→ **Your goal**:
Look for "lists" in each line of the entries, and return the matching lines.

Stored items

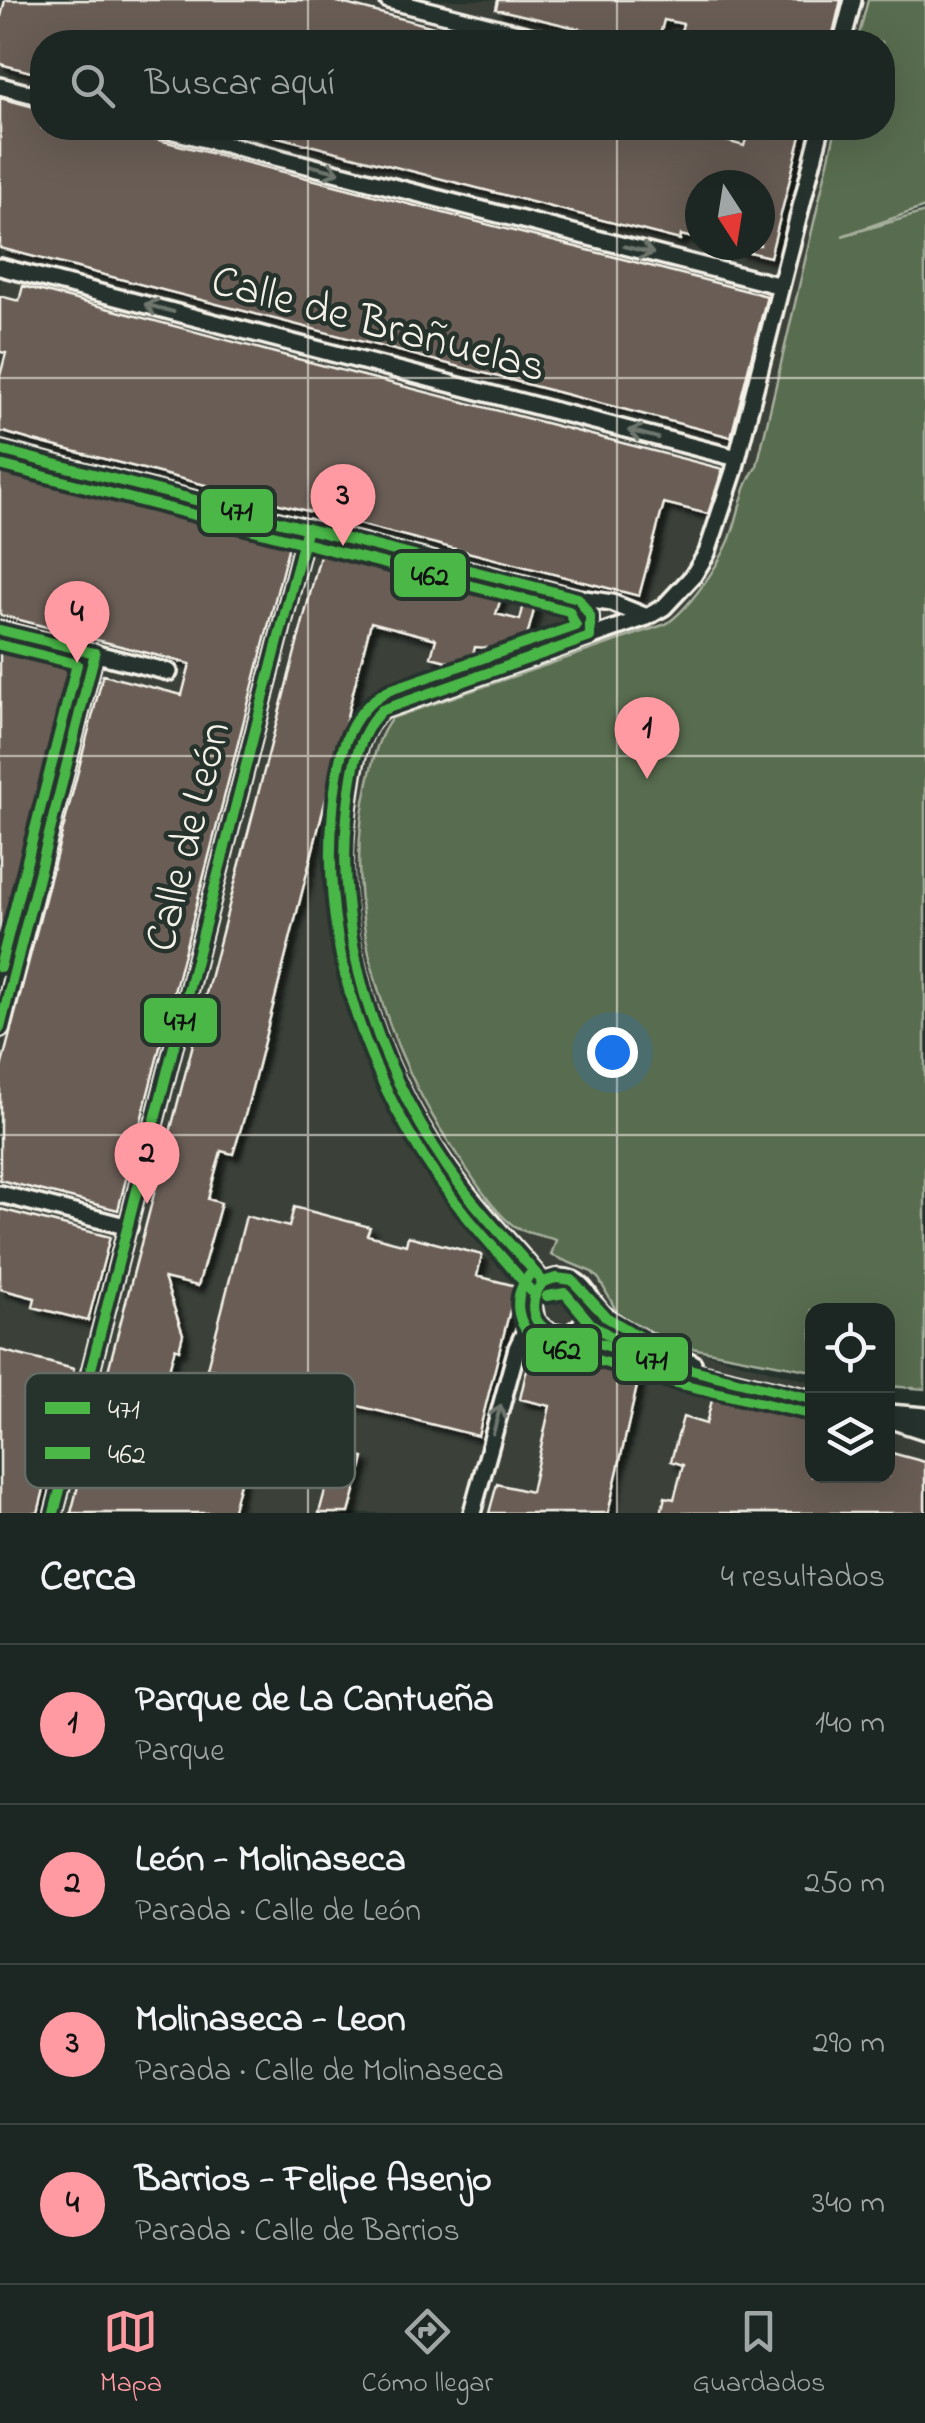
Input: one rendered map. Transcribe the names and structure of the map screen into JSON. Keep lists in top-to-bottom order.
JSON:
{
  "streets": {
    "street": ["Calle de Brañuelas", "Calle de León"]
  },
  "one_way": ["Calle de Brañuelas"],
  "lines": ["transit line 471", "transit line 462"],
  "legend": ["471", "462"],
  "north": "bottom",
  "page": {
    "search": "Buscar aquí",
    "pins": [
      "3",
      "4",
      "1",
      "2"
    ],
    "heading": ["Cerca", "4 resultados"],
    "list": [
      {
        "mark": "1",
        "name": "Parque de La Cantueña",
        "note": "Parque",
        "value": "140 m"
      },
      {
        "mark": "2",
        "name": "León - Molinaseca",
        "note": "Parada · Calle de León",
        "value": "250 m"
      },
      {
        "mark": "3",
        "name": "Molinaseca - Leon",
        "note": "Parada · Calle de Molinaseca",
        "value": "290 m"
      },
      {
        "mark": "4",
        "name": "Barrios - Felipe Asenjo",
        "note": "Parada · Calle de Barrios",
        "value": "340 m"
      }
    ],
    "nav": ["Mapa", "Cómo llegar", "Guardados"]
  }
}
---
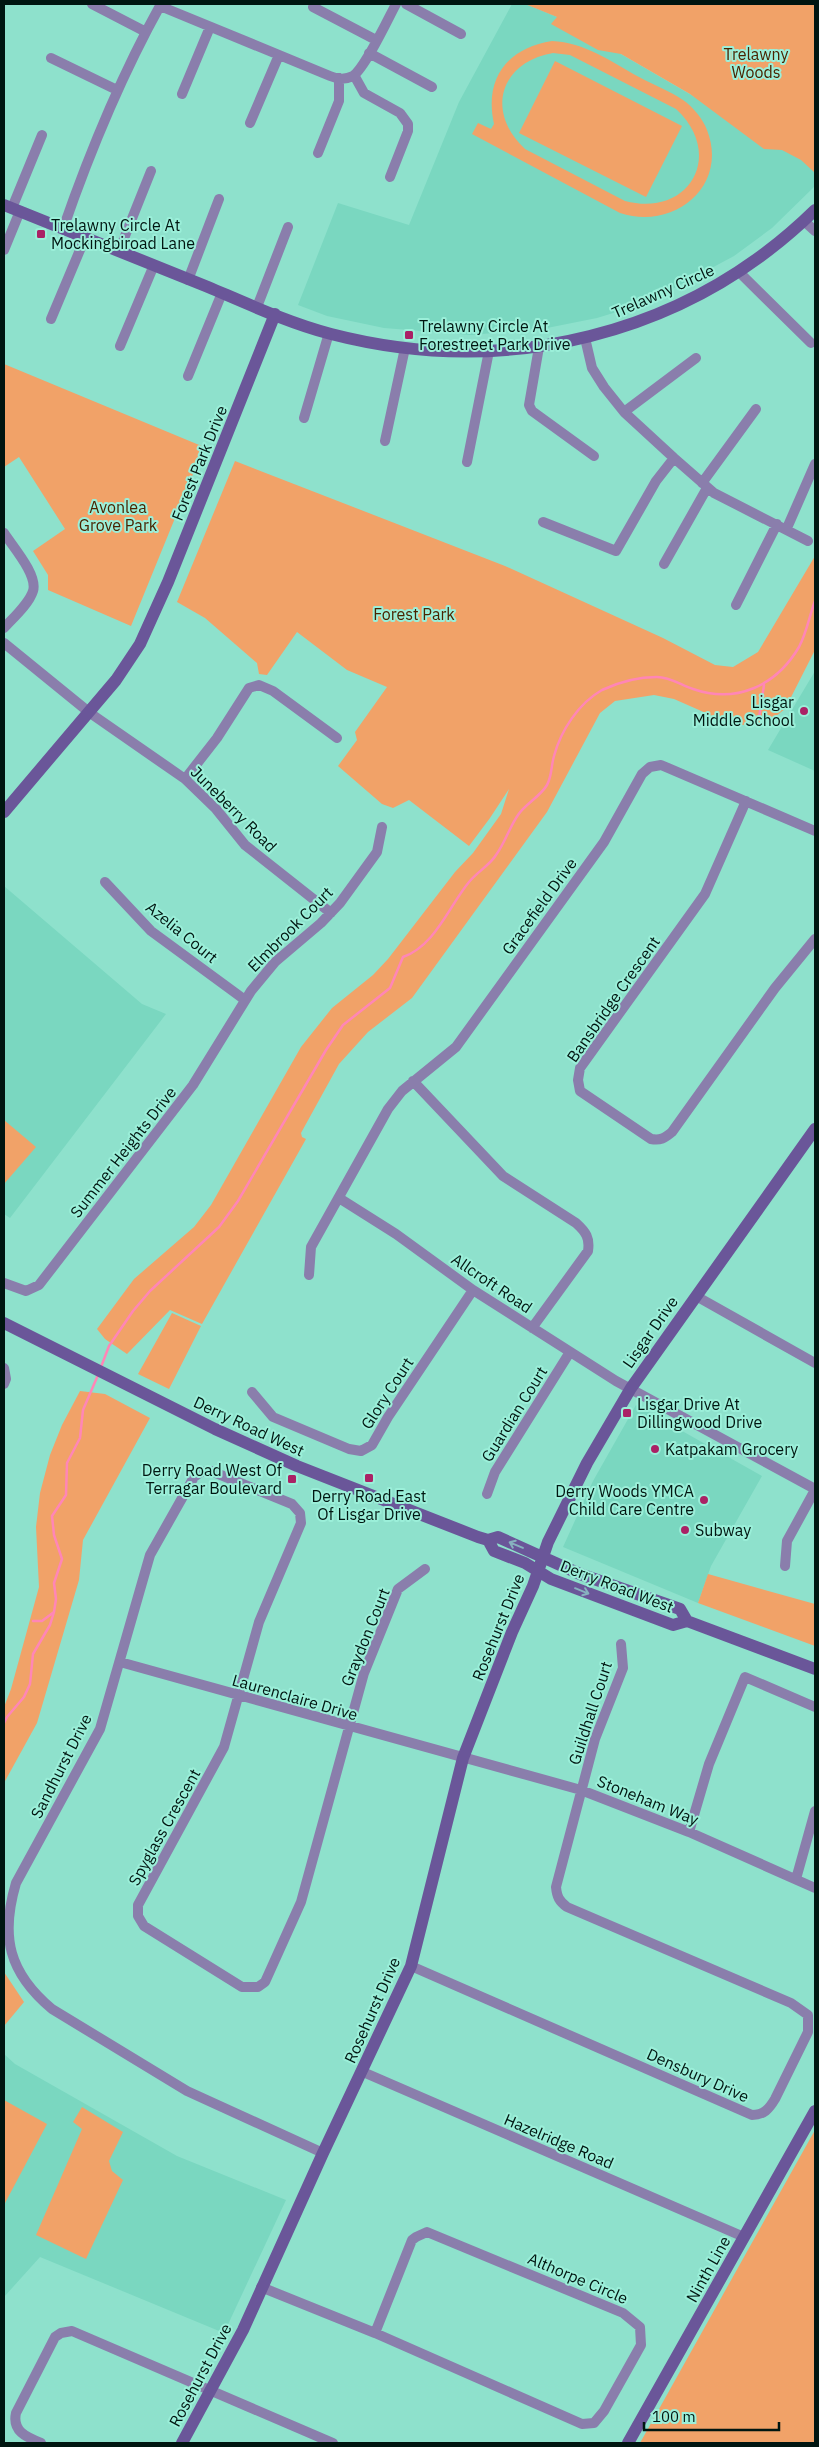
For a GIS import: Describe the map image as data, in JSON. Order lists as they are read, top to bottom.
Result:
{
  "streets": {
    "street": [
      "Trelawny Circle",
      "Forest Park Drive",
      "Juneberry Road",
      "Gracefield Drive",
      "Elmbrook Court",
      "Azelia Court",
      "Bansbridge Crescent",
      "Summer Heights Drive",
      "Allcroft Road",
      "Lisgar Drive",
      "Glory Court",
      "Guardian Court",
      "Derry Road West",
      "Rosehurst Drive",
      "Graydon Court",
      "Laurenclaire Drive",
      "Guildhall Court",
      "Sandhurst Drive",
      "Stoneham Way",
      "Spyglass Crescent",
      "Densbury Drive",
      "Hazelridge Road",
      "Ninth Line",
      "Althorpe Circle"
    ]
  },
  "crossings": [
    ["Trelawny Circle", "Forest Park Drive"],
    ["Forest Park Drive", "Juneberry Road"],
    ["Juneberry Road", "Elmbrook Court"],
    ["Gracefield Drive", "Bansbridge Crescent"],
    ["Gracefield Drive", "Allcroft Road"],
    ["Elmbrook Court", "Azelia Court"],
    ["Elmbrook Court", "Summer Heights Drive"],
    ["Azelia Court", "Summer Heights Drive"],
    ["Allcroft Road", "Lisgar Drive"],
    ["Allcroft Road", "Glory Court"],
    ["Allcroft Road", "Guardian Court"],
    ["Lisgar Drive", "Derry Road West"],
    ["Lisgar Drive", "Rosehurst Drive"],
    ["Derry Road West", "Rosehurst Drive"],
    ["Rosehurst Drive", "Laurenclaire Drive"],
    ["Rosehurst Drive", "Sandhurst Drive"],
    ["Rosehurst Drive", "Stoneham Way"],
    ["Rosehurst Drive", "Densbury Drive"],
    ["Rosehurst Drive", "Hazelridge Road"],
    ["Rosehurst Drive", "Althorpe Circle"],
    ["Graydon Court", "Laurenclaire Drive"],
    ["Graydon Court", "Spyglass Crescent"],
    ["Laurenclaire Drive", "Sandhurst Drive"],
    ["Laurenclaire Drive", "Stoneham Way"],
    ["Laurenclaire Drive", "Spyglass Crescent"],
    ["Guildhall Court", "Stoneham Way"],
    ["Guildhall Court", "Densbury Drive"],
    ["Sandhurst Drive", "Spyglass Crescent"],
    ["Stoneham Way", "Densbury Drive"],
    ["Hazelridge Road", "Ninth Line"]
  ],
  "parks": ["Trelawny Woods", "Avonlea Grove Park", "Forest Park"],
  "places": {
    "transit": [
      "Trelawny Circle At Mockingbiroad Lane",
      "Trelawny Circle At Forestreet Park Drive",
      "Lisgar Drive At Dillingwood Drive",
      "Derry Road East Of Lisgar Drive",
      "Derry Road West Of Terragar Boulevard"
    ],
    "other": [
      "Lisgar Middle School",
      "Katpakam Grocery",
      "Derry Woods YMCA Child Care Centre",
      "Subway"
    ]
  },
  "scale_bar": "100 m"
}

→ **Answer box**:
Input: one rendered map. Transcribe the names and structure of the map screen into JSON. Keep lists in top-to-bottom order.
For a GIS import: Describe the map image as data, in JSON. Order lists as they are read, top to bottom.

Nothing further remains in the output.